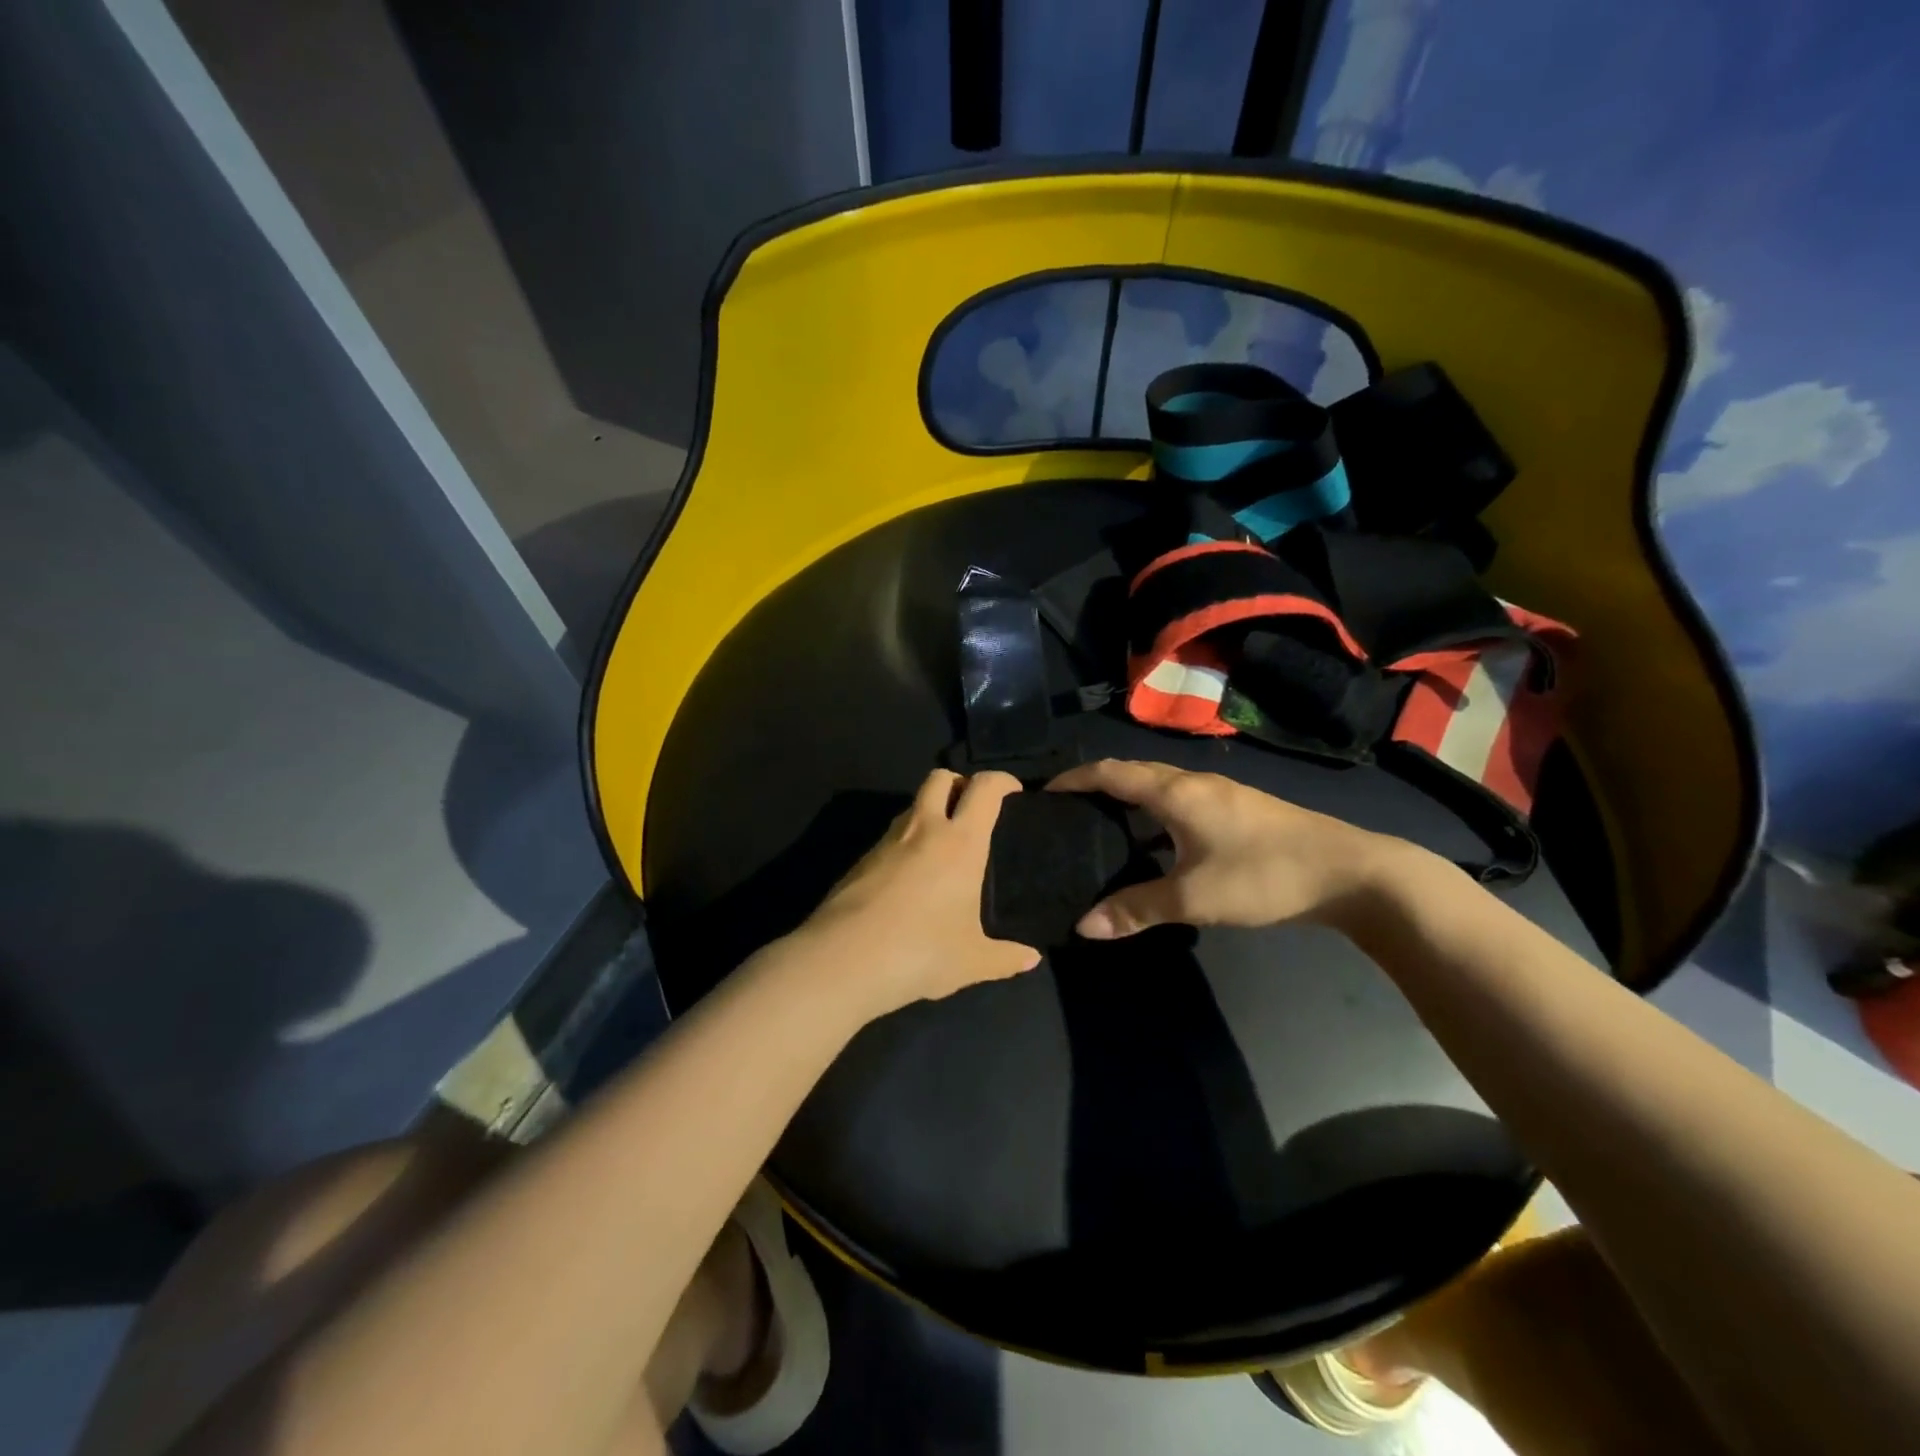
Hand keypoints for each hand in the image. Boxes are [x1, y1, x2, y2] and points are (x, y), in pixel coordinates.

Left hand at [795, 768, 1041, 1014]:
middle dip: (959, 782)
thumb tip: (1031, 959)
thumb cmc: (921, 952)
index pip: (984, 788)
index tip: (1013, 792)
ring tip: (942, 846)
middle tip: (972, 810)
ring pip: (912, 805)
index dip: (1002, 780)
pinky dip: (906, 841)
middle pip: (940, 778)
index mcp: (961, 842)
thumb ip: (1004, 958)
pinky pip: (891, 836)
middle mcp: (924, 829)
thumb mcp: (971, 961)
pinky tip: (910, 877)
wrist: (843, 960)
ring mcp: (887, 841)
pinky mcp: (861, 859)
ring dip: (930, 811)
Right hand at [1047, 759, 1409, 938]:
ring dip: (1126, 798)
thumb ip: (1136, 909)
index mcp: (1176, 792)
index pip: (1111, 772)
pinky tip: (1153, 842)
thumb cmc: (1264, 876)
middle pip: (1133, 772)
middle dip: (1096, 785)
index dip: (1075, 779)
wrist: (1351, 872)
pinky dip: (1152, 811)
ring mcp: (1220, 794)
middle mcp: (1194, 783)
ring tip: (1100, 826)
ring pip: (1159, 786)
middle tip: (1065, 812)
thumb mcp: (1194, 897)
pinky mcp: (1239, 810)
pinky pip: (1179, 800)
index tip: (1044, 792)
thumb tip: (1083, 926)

========================

**Assignment:**
Could you tally the lines of the listing above that contain the word "ring"? Give the number by itself.

**Solution to this problem:**
8